CONDUCTOR John Wilson has had great success with his concerts of Hollywood and Broadway musicals, but this concert of British film music with the Royal Liverpool Philharmonic was rather different. His eclectic selection concentrated largely on incidental music – only a handful of great themes – and varied from 1940s dramas to Carry On Up the Khyber.
Some great composers were featured, William Walton, Malcolm Arnold and Ralph Vaughan Williams among them, but they weren’t writing for the concert platform but often just to underline some on-screen action.
The result was some meandering scores – Arthur Benjamin’s Ideal Husband (1948) with shades of Elgar, Malcolm Arnold’s comical Hobson’s Choice (1954), etc – and some, like Richard Rodney Bennett’s love theme from Yanks (1979), inconsequential easy listening. Happily, there was enough good stuff to make for an interesting evening, much helped by Wilson’s commentary. And there were some big themes, notably Eric Coates’s Dam Busters March, written, according to Wilson, for personal pleasure, before he was offered the film job.

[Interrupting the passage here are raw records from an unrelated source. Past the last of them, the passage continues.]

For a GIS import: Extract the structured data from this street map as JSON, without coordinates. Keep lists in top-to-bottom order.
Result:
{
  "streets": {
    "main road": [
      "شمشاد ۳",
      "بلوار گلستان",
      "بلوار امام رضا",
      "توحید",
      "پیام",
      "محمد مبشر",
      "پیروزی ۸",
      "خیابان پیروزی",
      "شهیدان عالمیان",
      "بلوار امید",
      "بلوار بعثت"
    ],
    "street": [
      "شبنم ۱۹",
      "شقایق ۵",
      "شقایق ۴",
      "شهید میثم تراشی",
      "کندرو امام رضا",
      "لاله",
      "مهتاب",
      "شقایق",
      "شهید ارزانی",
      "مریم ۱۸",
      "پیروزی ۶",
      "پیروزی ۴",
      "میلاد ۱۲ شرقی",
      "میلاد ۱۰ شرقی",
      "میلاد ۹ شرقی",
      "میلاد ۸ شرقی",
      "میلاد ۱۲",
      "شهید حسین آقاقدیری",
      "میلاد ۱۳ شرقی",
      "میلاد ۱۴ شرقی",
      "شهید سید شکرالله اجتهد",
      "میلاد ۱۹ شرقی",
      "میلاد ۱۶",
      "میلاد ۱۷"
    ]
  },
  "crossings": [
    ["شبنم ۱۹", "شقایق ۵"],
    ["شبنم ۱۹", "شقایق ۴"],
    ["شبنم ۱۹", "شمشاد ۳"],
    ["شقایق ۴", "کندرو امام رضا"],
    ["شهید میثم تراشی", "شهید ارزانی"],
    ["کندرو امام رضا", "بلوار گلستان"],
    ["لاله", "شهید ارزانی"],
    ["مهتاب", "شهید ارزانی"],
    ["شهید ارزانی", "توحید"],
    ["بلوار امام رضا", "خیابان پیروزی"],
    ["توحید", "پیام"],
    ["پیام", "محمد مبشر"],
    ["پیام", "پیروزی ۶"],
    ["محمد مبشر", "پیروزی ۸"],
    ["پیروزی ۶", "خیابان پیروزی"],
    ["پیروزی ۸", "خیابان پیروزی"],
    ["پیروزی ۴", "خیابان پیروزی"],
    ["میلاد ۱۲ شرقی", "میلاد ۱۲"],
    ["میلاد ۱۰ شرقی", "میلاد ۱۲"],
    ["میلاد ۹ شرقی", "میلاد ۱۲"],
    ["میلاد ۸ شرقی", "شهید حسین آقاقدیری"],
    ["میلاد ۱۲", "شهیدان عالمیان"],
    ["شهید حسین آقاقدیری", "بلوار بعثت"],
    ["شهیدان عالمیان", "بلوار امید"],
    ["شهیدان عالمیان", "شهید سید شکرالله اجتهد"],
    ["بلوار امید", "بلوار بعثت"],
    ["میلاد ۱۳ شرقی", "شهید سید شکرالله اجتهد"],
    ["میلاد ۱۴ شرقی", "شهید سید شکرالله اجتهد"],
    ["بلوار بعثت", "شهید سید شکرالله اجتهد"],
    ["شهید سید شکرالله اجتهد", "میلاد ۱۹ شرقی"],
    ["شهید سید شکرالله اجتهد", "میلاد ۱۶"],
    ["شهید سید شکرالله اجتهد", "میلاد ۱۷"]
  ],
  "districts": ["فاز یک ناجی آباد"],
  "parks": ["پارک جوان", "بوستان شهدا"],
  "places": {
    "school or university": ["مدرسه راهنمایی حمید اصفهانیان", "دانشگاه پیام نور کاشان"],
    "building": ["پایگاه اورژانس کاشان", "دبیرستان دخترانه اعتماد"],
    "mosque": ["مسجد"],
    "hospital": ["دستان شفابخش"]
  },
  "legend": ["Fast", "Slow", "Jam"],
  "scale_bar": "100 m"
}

Pianist Ian Buckle did a fine job on the Warsaw Concert from Dangerous Moonlight (1941), credited to Richard Addinsell but with an uncredited Roy Douglas doing most of the work turning Addinsell’s tunes into a concerto. Walton’s Battle in the Air sequence from The Battle of Britain (1969) was the best example of music conjuring up mind pictures, while Richard Rodney Bennett’s suite from Murder on the Orient Express (1974) was the most glamorously exotic.
The large orchestra with five percussionists provided enthusiastic power to the scores and worked through some tricky musical moments with aplomb. Ultimately, it was good to hear some unfamiliar music often unjustly ignored by film-goers.